7. The Cinderella Element. Everyone likes a fairy tale to some degree. If by some miracle the Kansas City Royals win the American League pennant next year, we’ll all be pulling for them. We may be Massholes, but we’re still human.
8. The Franchise Tradition Consideration. This is really getting into minutiae here, but if the first seven factors haven’t given you a rooting interest, your average Bostonian will pull for an old school team every time. Which is why most puckheads were glad to see an Original Six team like the Blackhawks win the Stanley Cup last year, as opposed to one of those dozen or so NHL teams who first appeared in “Slap Shot.”
9. The Success Fatigue Aspect. Simply put, this factors in how sick you are of seeing a particular team win. And it’s why everyone west of Great Barrington hates the Patriots.
10. The City Hateability Ranking. I’ve rated every professional sports city in America based on how much we as a region hate them. From New York and Los Angeles at the top to Oklahoma City at the bottom. Space doesn’t permit me to show you the whole list, but trust me, it’s incredible.

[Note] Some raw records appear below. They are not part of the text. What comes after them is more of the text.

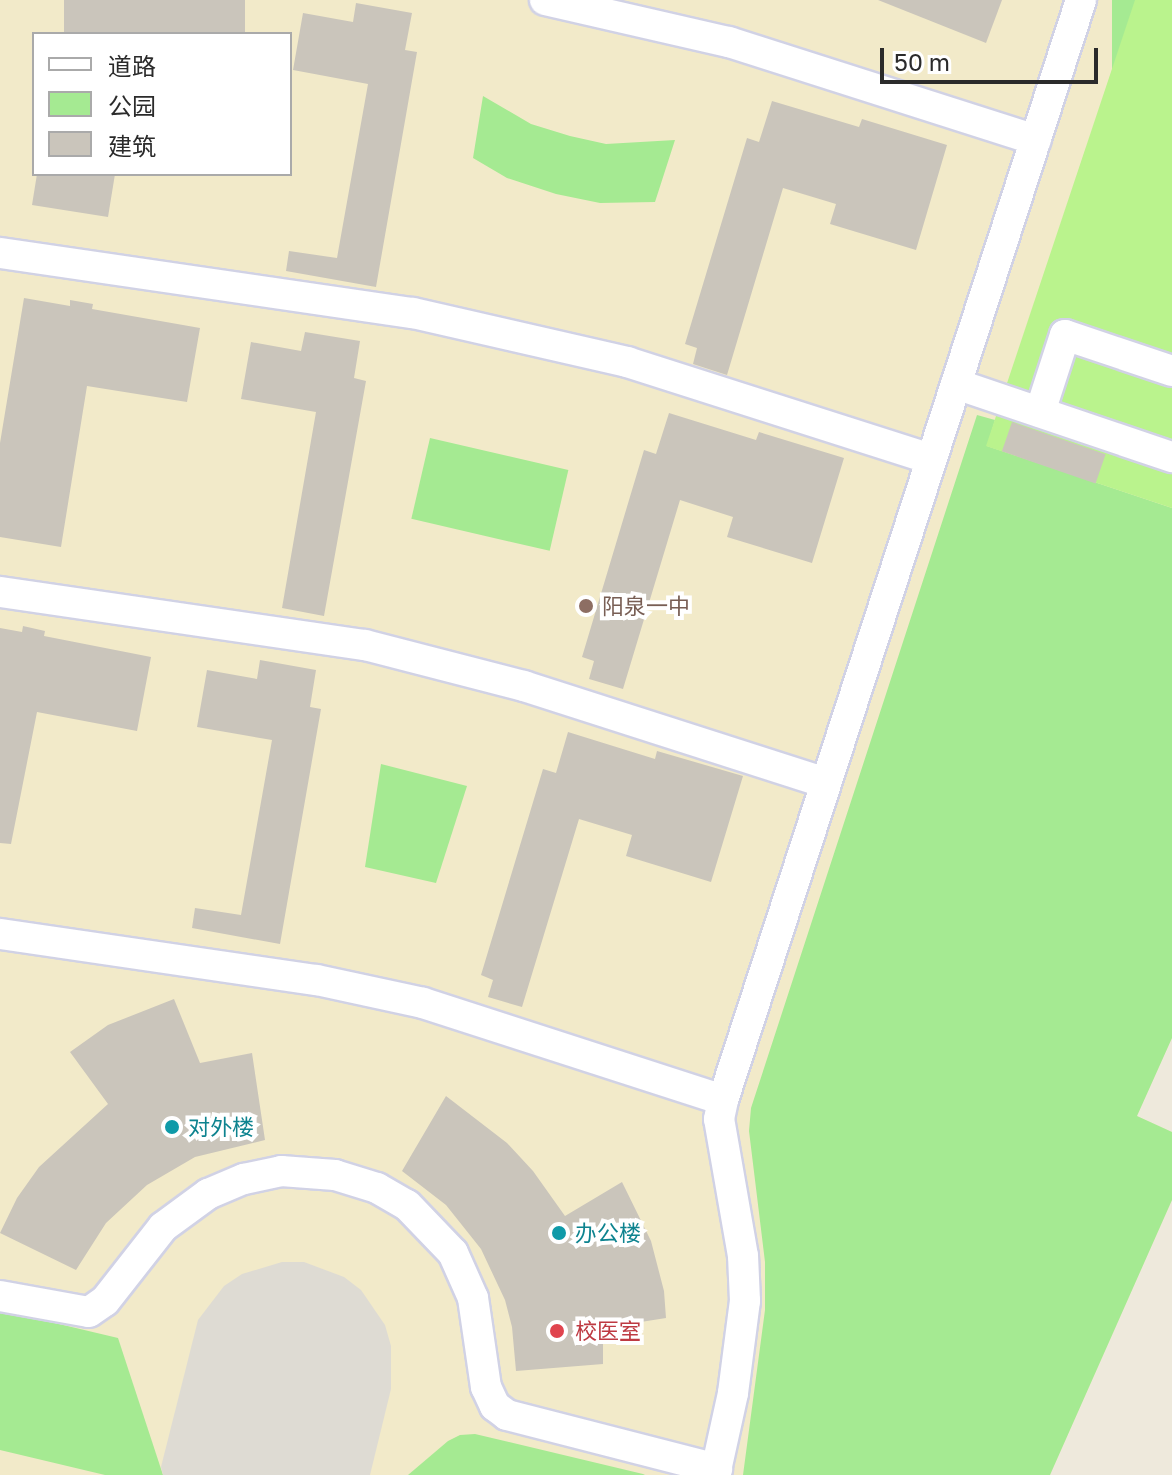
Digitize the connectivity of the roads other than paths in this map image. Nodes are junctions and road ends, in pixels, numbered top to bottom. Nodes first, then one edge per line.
1 (545, 0) edge
2 (1081, 0) edge
3 (1036, 140) junction
4 (0, 253) edge
5 (1172, 371) edge
6 (956, 384) junction
7 (1040, 412) junction
8 (1172, 457) edge
9 (931, 459) junction
10 (0, 592) edge
11 (826, 783) junction
12 (0, 934) edge
13 (723, 1100) junction
14 (0, 1296) edge
15 (716, 1472) edge

1 - 3 lane
2 - 3 lane
3 - 6 lane
4 - 9 lane
5 - 7 lane
6 - 7 lane
6 - 9 lane
7 - 8 lane
9 - 11 lane
10 - 11 lane
11 - 13 lane
12 - 13 lane
13 - 15 lane
14 - 15 lane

This is how Boston decides whom to root for. Maybe the process isn’t as formal and thought out as this, but essentially this is how it’s done. What we don’t do is sit there and say that we want some team and fanbase we hate to win championships just to give the local teams some “motivation” we demand of them already.
As a footnote using this formula for Super Bowl XLV, New Englanders will be leaning toward the team that isn’t a rival, won’t make the Pats look bad by winning, has a long tradition and hasn’t won in a while. And failing that, we’ll just go with the team whose quarterback doesn’t rape drunk girls in bars. Go Green Bay.